Your instructions: As you restate the entries, keep every word intact and leave out whatever images they hold.

Supplied material:
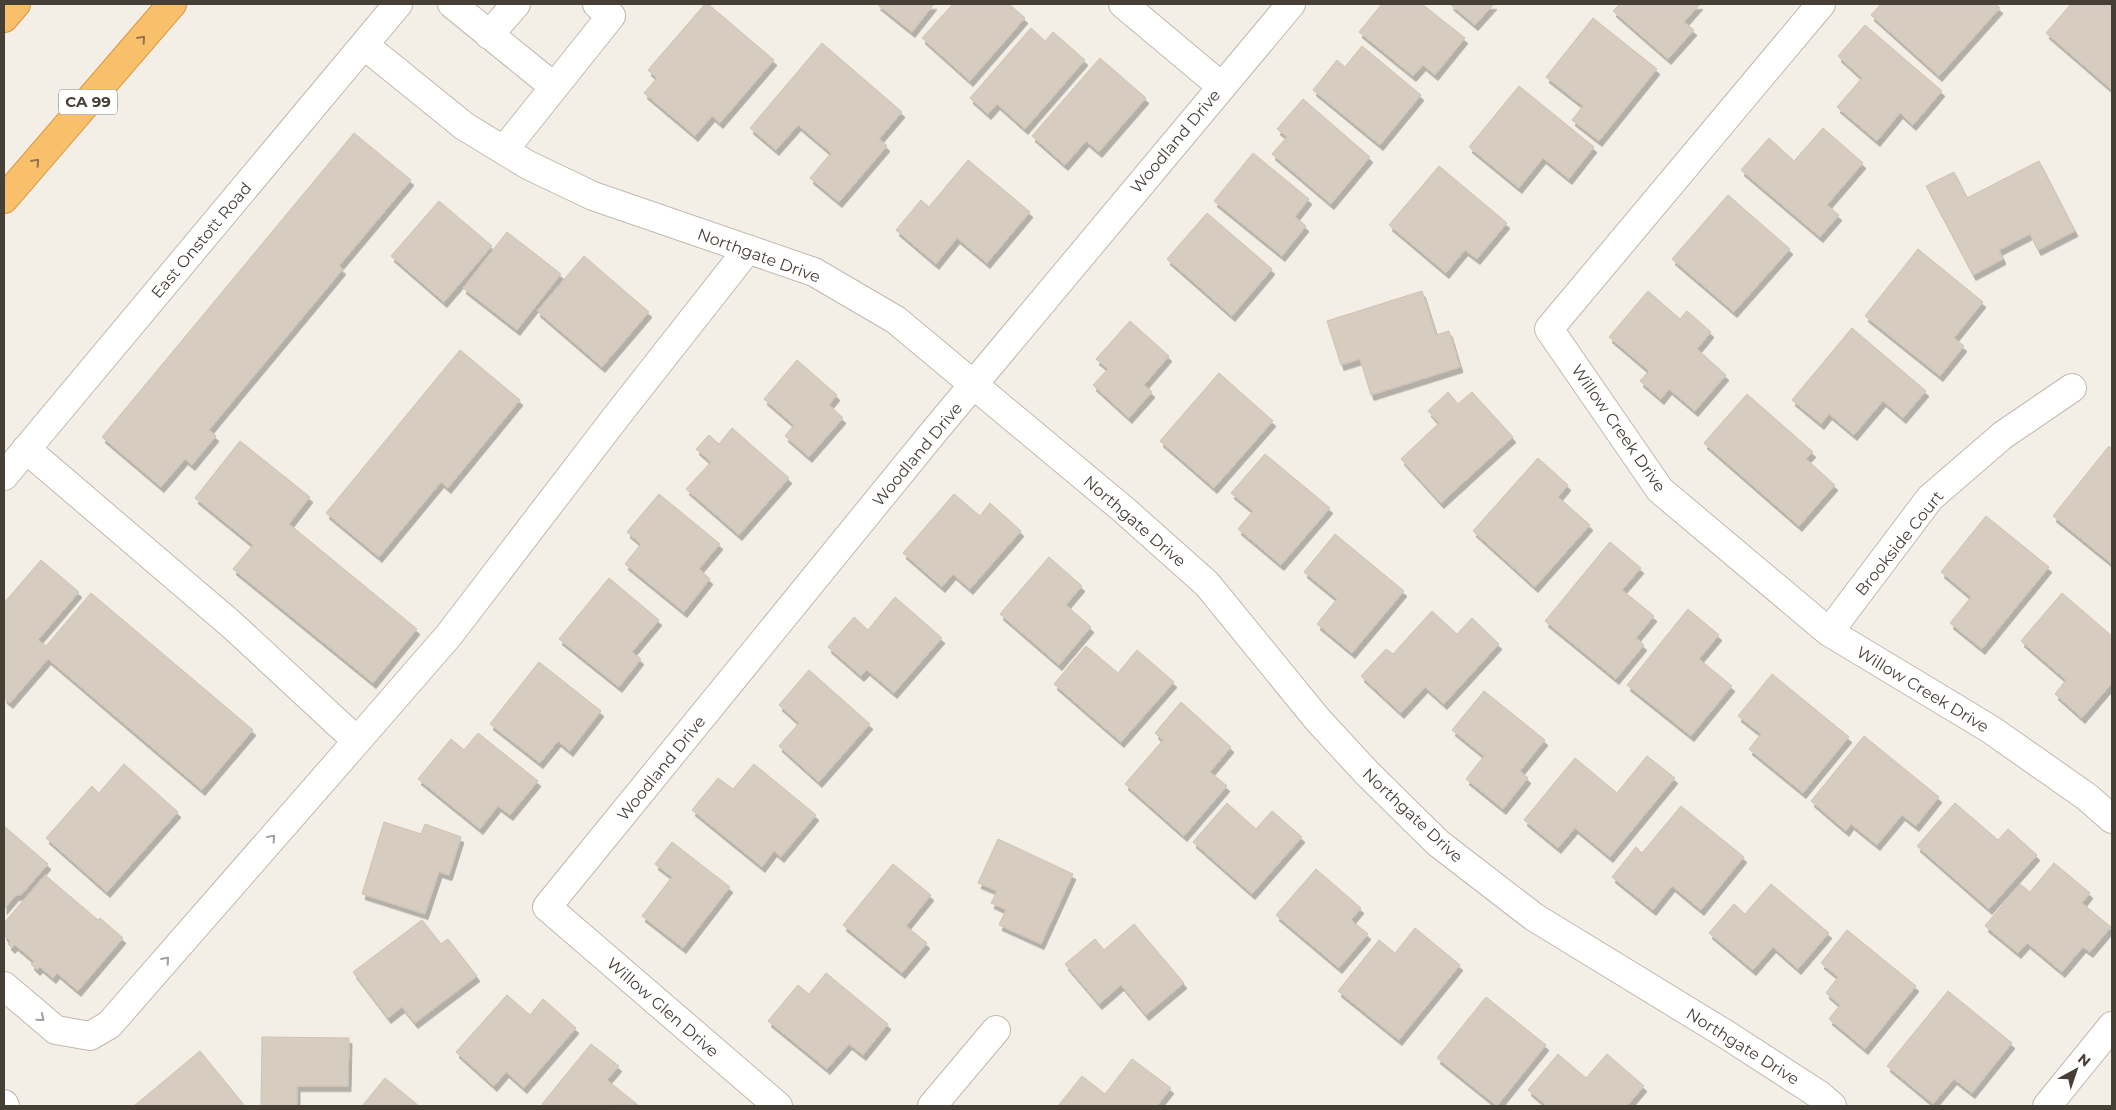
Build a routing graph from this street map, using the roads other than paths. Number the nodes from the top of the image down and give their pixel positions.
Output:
1 (16, 4) edge
2 (172, 4) edge
3 (398, 4) edge
4 (452, 4) edge
5 (516, 4) edge
6 (597, 4) edge
7 (1123, 4) edge
8 (1290, 4) edge
9 (1821, 4) edge
10 (4, 18) edge
11 (489, 35) junction
12 (364, 45) junction
13 (552, 86) junction
14 (1220, 86) junction
15 (504, 150) junction
16 (4, 199) edge
17 (748, 249) junction
18 (974, 384) junction
19 (2072, 388) dead end
20 (26, 449) junction
21 (4, 476) edge
22 (1829, 632) junction
23 (357, 741) junction
24 (2112, 819) edge
25 (548, 907) joint
26 (4, 986) edge
27 (2112, 1026) edge
28 (996, 1030) dead end
29 (778, 1106) edge
30 (932, 1106) edge
31 (1832, 1106) edge
32 (2046, 1106) edge

1 - 10 highway
16 -> 2 highway, CA 99
3 - 12 street, East Onstott Road
4 - 11 street
5 - 11 street
6 - 13 street
7 - 14 street
8 - 14 street, Woodland Drive
9 - 22 street, Willow Creek Drive
11 - 13 street
12 - 15 street, Northgate Drive
12 - 20 street, East Onstott Road
13 - 15 street
14 - 18 street, Woodland Drive
15 - 17 street, Northgate Drive
17 - 18 street, Northgate Drive
17 - 23 street
18 - 25 street, Woodland Drive
18 - 31 street, Northgate Drive
19 - 22 street, Brookside Court
20 - 21 street, East Onstott Road
20 - 23 street
22 - 24 street, Willow Creek Drive
26 -> 23 street
25 - 29 street, Willow Glen Drive
27 - 32 street
28 - 30 street

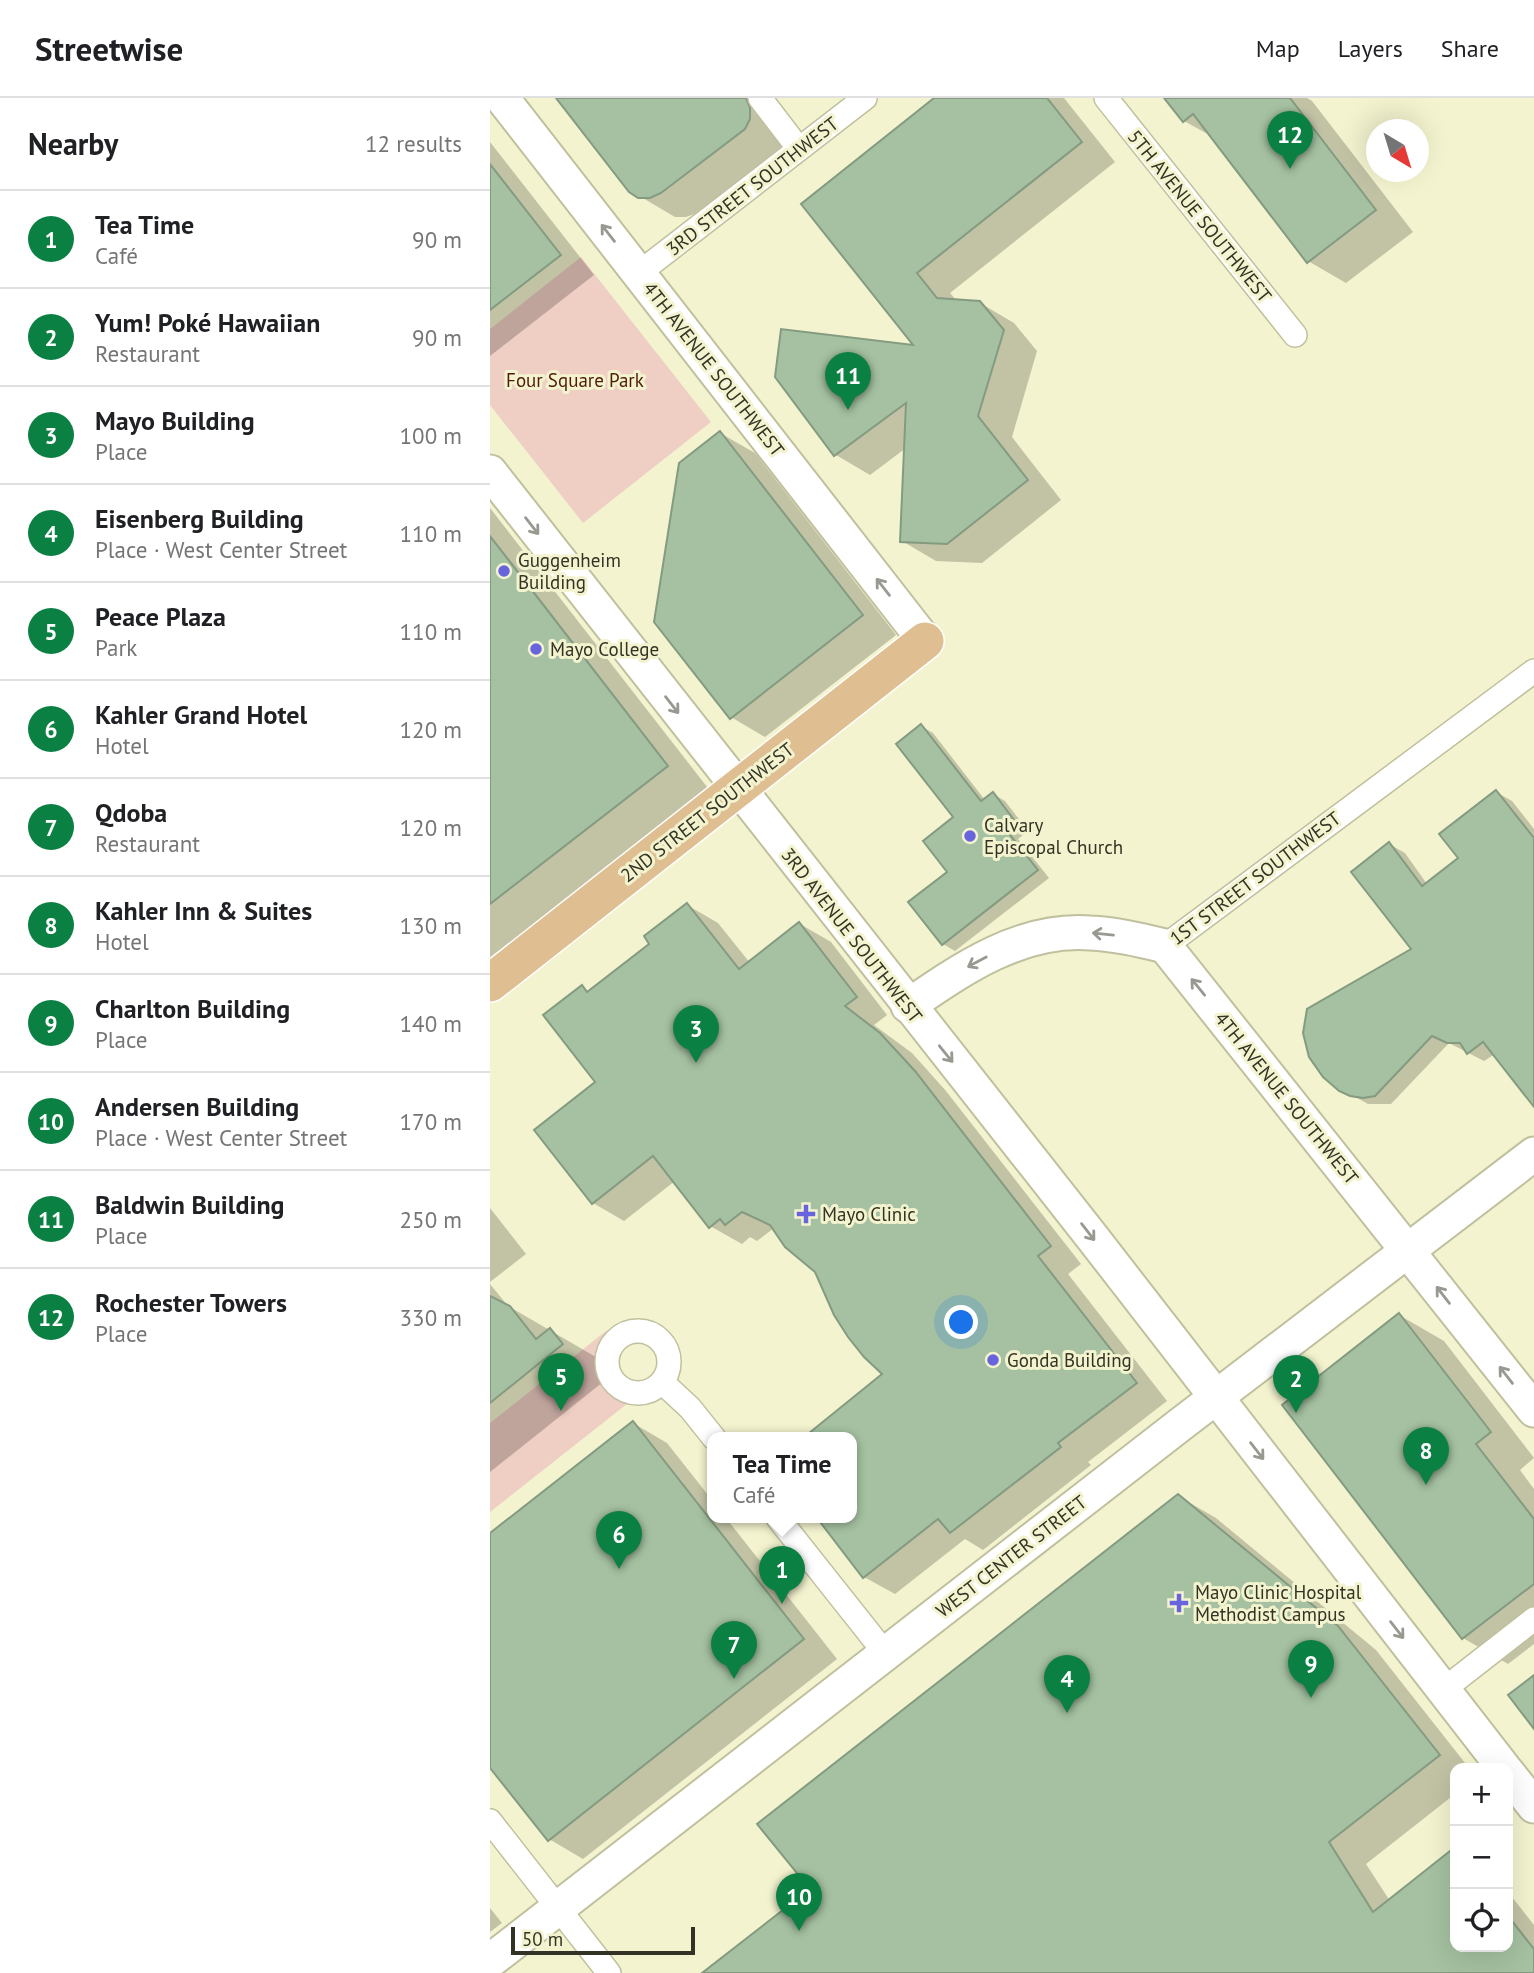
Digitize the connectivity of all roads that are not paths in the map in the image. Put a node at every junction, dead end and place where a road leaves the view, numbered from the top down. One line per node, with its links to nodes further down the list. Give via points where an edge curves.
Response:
1 (502, 98): 6 (main road, 4TH AVENUE SOUTHWEST, one-way to 1)
2 (760, 98): 5 (street)
3 (864, 98): 5 (street, 3RD STREET SOUTHWEST)
4 (1106, 98): 7 (street, 5TH AVENUE SOUTHWEST)
5 (799, 149): 6 (street, 3RD STREET SOUTHWEST)
6 (639, 273): 9 (main road, 4TH AVENUE SOUTHWEST, one-way to 6)
7 (1295, 335)
8 (490, 472): 11 (main road, 3RD AVENUE SOUTHWEST, one-way to 11)
9 (925, 640): 11 (main road, 2ND STREET SOUTHWEST)
10 (1534, 671): 12 (street, 1ST STREET SOUTHWEST)
11 (737, 788): 13 (main road, 2ND STREET SOUTHWEST); 14 (main road, 3RD AVENUE SOUTHWEST)
12 (1165, 946): 14 (main road, 1ST STREET SOUTHWEST, one-way to 14, via 1088,932 1040,937 973,963); 16 (main road, 4TH AVENUE SOUTHWEST, one-way to 12)
13 (490, 983)
14 (908, 1006): 18 (main road, 3RD AVENUE SOUTHWEST, one-way to 18)
15 (1534, 1154): 16 (main road, WEST CENTER STREET)
16 (1409, 1251): 18 (main road, WEST CENTER STREET); 19 (main road, 4TH AVENUE SOUTHWEST, one-way to 16)
17 (662, 1382): 20 (street)
18 (1215, 1397): 23 (main road, WEST CENTER STREET); 24 (main road, 3RD AVENUE SOUTHWEST, one-way to 24)
19 (1534, 1410)
20 (709, 1432)
21 (782, 1523): 23 (street)
22 (1534, 1619): 24 (street)
23 (885, 1653): 29 (main road, WEST CENTER STREET)
24 (1443, 1690): 25 (main road, 3RD AVENUE SOUTHWEST)
25 (1500, 1763)
26 (1513, 1779): 27 (main road)
27 (1534, 1806)
28 (490, 1821): 29 (street)
29 (558, 1907): 30 (main road, WEST CENTER STREET); 31 (street)
30 (490, 1961)
31 (609, 1973)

Answer space:
Build a routing graph from this street map, using the roads other than paths. Number the nodes from the top of the image down and give their pixel positions.
Output:
1 (16, 4) edge
2 (172, 4) edge
3 (398, 4) edge
4 (452, 4) edge
5 (516, 4) edge
6 (597, 4) edge
7 (1123, 4) edge
8 (1290, 4) edge
9 (1821, 4) edge
10 (4, 18) edge
11 (489, 35) junction
12 (364, 45) junction
13 (552, 86) junction
14 (1220, 86) junction
15 (504, 150) junction
16 (4, 199) edge
17 (748, 249) junction
18 (974, 384) junction
19 (2072, 388) dead end
20 (26, 449) junction
21 (4, 476) edge
22 (1829, 632) junction
23 (357, 741) junction
24 (2112, 819) edge
25 (548, 907) joint
26 (4, 986) edge
27 (2112, 1026) edge
28 (996, 1030) dead end
29 (778, 1106) edge
30 (932, 1106) edge
31 (1832, 1106) edge
32 (2046, 1106) edge

1 - 10 highway
16 -> 2 highway, CA 99
3 - 12 street, East Onstott Road
4 - 11 street
5 - 11 street
6 - 13 street
7 - 14 street
8 - 14 street, Woodland Drive
9 - 22 street, Willow Creek Drive
11 - 13 street
12 - 15 street, Northgate Drive
12 - 20 street, East Onstott Road
13 - 15 street
14 - 18 street, Woodland Drive
15 - 17 street, Northgate Drive
17 - 18 street, Northgate Drive
17 - 23 street
18 - 25 street, Woodland Drive
18 - 31 street, Northgate Drive
19 - 22 street, Brookside Court
20 - 21 street, East Onstott Road
20 - 23 street
22 - 24 street, Willow Creek Drive
26 -> 23 street
25 - 29 street, Willow Glen Drive
27 - 32 street
28 - 30 street

Digitize the connectivity of all roads that are not paths in the map in the image. Put a node at every junction, dead end and place where a road leaves the view, numbered from the top down. One line per node, with its links to nodes further down the list. Give via points where an edge curves.
Response:
1 (502, 98): 6 (main road, 4TH AVENUE SOUTHWEST, one-way to 1)
2 (760, 98): 5 (street)
3 (864, 98): 5 (street, 3RD STREET SOUTHWEST)
4 (1106, 98): 7 (street, 5TH AVENUE SOUTHWEST)
5 (799, 149): 6 (street, 3RD STREET SOUTHWEST)
6 (639, 273): 9 (main road, 4TH AVENUE SOUTHWEST, one-way to 6)
7 (1295, 335)
8 (490, 472): 11 (main road, 3RD AVENUE SOUTHWEST, one-way to 11)
9 (925, 640): 11 (main road, 2ND STREET SOUTHWEST)
10 (1534, 671): 12 (street, 1ST STREET SOUTHWEST)
11 (737, 788): 13 (main road, 2ND STREET SOUTHWEST); 14 (main road, 3RD AVENUE SOUTHWEST)
12 (1165, 946): 14 (main road, 1ST STREET SOUTHWEST, one-way to 14, via 1088,932 1040,937 973,963); 16 (main road, 4TH AVENUE SOUTHWEST, one-way to 12)
13 (490, 983)
14 (908, 1006): 18 (main road, 3RD AVENUE SOUTHWEST, one-way to 18)
15 (1534, 1154): 16 (main road, WEST CENTER STREET)
16 (1409, 1251): 18 (main road, WEST CENTER STREET); 19 (main road, 4TH AVENUE SOUTHWEST, one-way to 16)
17 (662, 1382): 20 (street)
18 (1215, 1397): 23 (main road, WEST CENTER STREET); 24 (main road, 3RD AVENUE SOUTHWEST, one-way to 24)
19 (1534, 1410)
20 (709, 1432)
21 (782, 1523): 23 (street)
22 (1534, 1619): 24 (street)
23 (885, 1653): 29 (main road, WEST CENTER STREET)
24 (1443, 1690): 25 (main road, 3RD AVENUE SOUTHWEST)
25 (1500, 1763)
26 (1513, 1779): 27 (main road)
27 (1534, 1806)
28 (490, 1821): 29 (street)
29 (558, 1907): 30 (main road, WEST CENTER STREET); 31 (street)
30 (490, 1961)
31 (609, 1973)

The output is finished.